By 2050, California’s male population will be nearly 80 percent boys and men of color. Ensuring that boys and young men of color have opportunities to succeed is not only a matter of fairness, it is essential to the economic strength and competitiveness of the state. We all stand to benefit by investing in our young men of color so that they have the chance to grow up healthy, get a good education, join our workforce, and make positive contributions to our economy and communities.
A disproportionate number of Latino, African American, Native American, and Southeast Asian males are trapped in a cycle of poverty, prison, and disadvantage. On the federal level, President Barack Obama has started to address this issue through his “My Brother’s Keeper” initiative, which he announced early last year. This initiative seeks to coordinate the efforts of community-based organizations and government agencies so that they can be most efficient in closing systemic gaps and in creating new opportunities for disadvantaged communities. In California, social justice organizations, foundations, and community leaders have been focused on promoting these goals through policy change for well over a decade.

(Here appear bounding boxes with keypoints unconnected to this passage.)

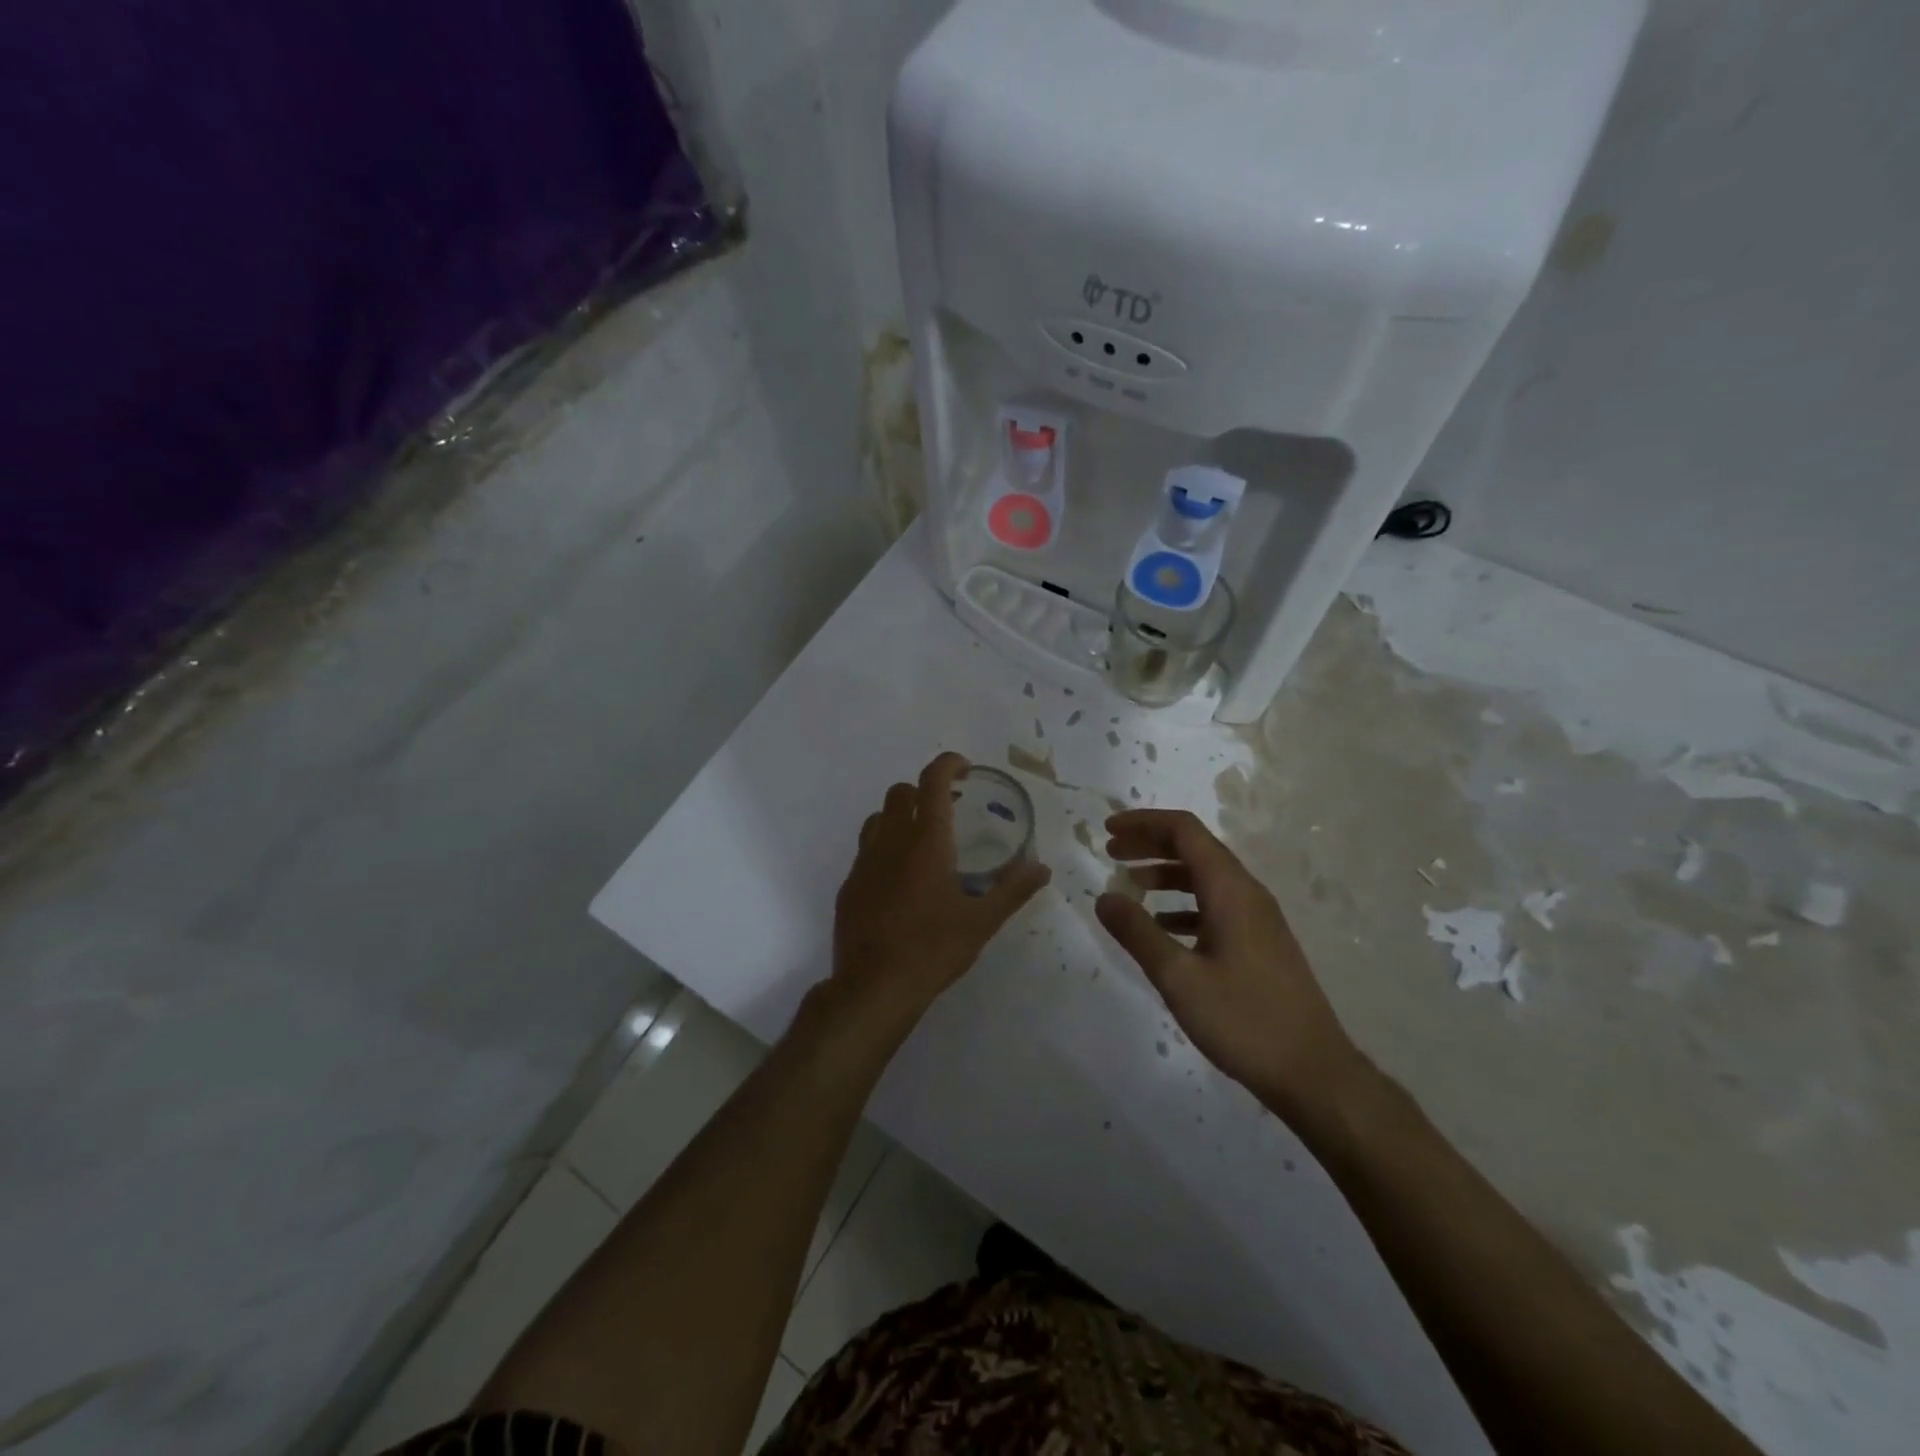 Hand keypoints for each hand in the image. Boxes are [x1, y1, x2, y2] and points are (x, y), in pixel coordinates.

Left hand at [830, 753, 1052, 1030]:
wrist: (873, 987)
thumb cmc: (933, 949)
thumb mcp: (982, 922)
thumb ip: (1013, 890)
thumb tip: (1041, 868)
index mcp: (927, 841)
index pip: (933, 781)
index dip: (948, 764)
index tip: (965, 769)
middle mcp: (891, 841)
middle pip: (901, 792)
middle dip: (923, 791)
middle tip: (947, 812)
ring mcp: (864, 862)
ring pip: (878, 819)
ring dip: (899, 818)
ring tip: (921, 844)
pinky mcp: (849, 885)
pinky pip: (865, 851)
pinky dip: (884, 850)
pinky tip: (899, 882)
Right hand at [1095, 810, 1366, 1116]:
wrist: (1313, 1073)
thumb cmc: (1244, 1020)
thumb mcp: (1179, 978)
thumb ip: (1138, 933)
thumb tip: (1103, 897)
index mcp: (1230, 890)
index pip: (1184, 830)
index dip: (1144, 823)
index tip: (1107, 830)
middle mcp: (1246, 893)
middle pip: (1194, 848)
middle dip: (1150, 843)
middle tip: (1111, 852)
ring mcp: (1257, 919)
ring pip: (1205, 877)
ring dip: (1165, 874)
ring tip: (1129, 887)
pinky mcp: (1259, 943)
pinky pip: (1215, 905)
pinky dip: (1182, 904)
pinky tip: (1161, 928) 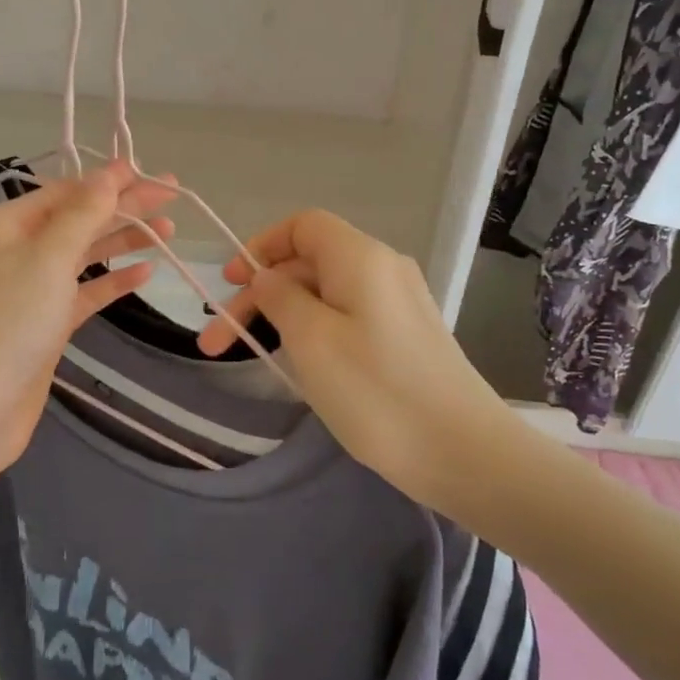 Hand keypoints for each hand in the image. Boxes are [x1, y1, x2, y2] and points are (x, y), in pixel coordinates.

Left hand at [0, 162, 176, 476]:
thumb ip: (82, 215)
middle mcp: (16, 251)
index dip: (108, 181)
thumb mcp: (47, 258)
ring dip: (123, 241)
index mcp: (6, 225)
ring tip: (169, 230)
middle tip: (172, 194)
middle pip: (78, 220)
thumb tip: (108, 174)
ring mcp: (30, 289)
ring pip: (84, 255)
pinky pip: (84, 293)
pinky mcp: (45, 324)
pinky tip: (146, 273)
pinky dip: (113, 281)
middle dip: (124, 207)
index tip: (150, 172)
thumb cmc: (6, 323)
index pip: (65, 192)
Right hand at [198, 209, 511, 511]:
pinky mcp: (406, 338)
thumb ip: (280, 298)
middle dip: (259, 296)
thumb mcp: (311, 340)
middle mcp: (383, 269)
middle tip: (216, 343)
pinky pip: (348, 318)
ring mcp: (399, 305)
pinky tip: (299, 366)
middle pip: (309, 263)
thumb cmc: (377, 391)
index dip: (261, 246)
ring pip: (326, 295)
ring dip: (283, 318)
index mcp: (361, 257)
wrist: (463, 453)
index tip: (230, 284)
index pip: (303, 226)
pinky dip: (314, 332)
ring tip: (251, 357)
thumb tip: (268, 279) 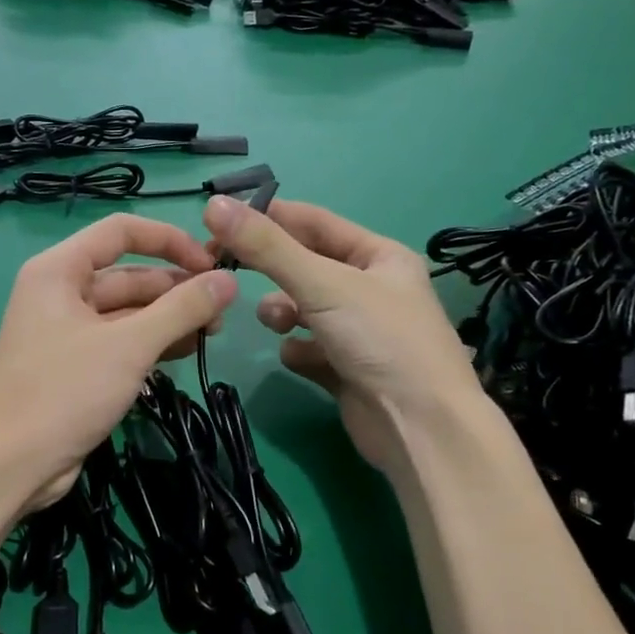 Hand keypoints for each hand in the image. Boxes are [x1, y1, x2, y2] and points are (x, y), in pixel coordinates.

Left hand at [0, 214, 236, 511]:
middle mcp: (61, 292)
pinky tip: (185, 352)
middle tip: (223, 313)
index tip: (212, 264)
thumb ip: (181, 309)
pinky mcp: (76, 367)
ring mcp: (68, 332)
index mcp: (60, 270)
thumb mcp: (129, 346)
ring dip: (169, 319)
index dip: (170, 240)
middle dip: (176, 289)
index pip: (122, 231)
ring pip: (128, 312)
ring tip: (212, 334)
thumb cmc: (63, 391)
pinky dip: (151, 344)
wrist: (8, 464)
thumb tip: (229, 280)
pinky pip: (120, 343)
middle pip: (129, 275)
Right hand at [202, 195, 479, 474]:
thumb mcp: (322, 283)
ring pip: (304, 309)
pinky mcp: (347, 370)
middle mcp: (371, 289)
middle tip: (224, 268)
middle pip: (306, 266)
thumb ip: (266, 247)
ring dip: (282, 312)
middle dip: (271, 269)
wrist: (421, 427)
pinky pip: (308, 349)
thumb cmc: (381, 340)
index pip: (315, 222)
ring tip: (277, 323)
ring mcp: (360, 332)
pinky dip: (298, 351)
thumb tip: (213, 205)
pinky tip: (298, 358)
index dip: (270, 218)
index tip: (222, 221)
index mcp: (379, 256) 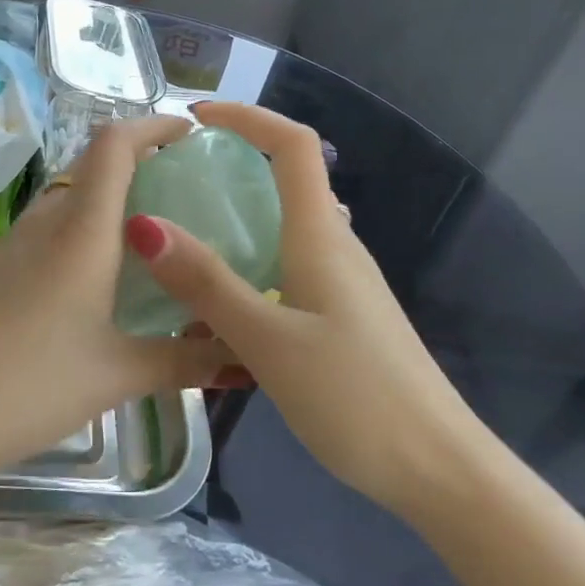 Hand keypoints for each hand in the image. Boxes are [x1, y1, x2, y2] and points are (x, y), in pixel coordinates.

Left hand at [0, 116, 233, 494]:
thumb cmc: (25, 383)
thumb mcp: (116, 375)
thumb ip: (184, 360)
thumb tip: (244, 357)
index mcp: (81, 230)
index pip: (115, 144)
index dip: (155, 125)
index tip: (194, 135)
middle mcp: (48, 221)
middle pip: (96, 161)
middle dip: (144, 159)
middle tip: (191, 186)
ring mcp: (18, 242)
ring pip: (74, 194)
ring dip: (115, 194)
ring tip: (159, 229)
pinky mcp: (0, 266)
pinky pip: (55, 225)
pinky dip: (90, 225)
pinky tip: (109, 272)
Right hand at [124, 102, 482, 521]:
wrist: (438, 468)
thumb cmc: (357, 398)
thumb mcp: (268, 342)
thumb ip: (208, 284)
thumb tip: (146, 225)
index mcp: (320, 236)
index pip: (292, 144)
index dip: (246, 117)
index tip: (194, 120)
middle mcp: (335, 245)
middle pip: (287, 178)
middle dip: (233, 164)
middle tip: (174, 184)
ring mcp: (343, 282)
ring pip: (286, 226)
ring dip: (238, 218)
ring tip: (183, 240)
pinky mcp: (342, 314)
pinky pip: (289, 265)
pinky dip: (251, 263)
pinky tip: (221, 304) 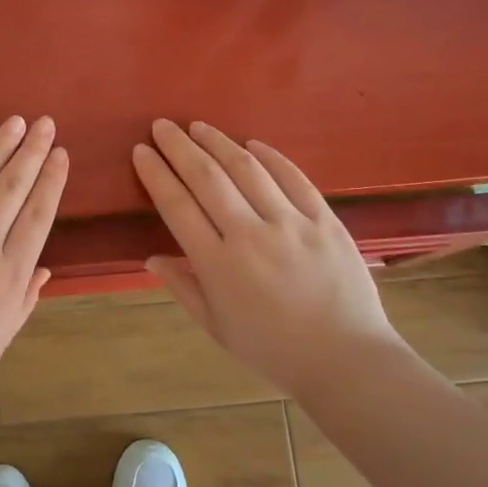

Greenlining is active in advocacy aimed at improving the lives of boys and young men of color. Currently, Greenlining helps lead such efforts on the Alliance for Boys and Men of Color Health Policy and Workforce Work Groups. Our 2014 report, Pathways Out of Poverty: Boys and Men of Color and Jobs in the Health Sector, highlighted the obstacles that keep boys and men of color from pursuing these careers, and suggested possible solutions.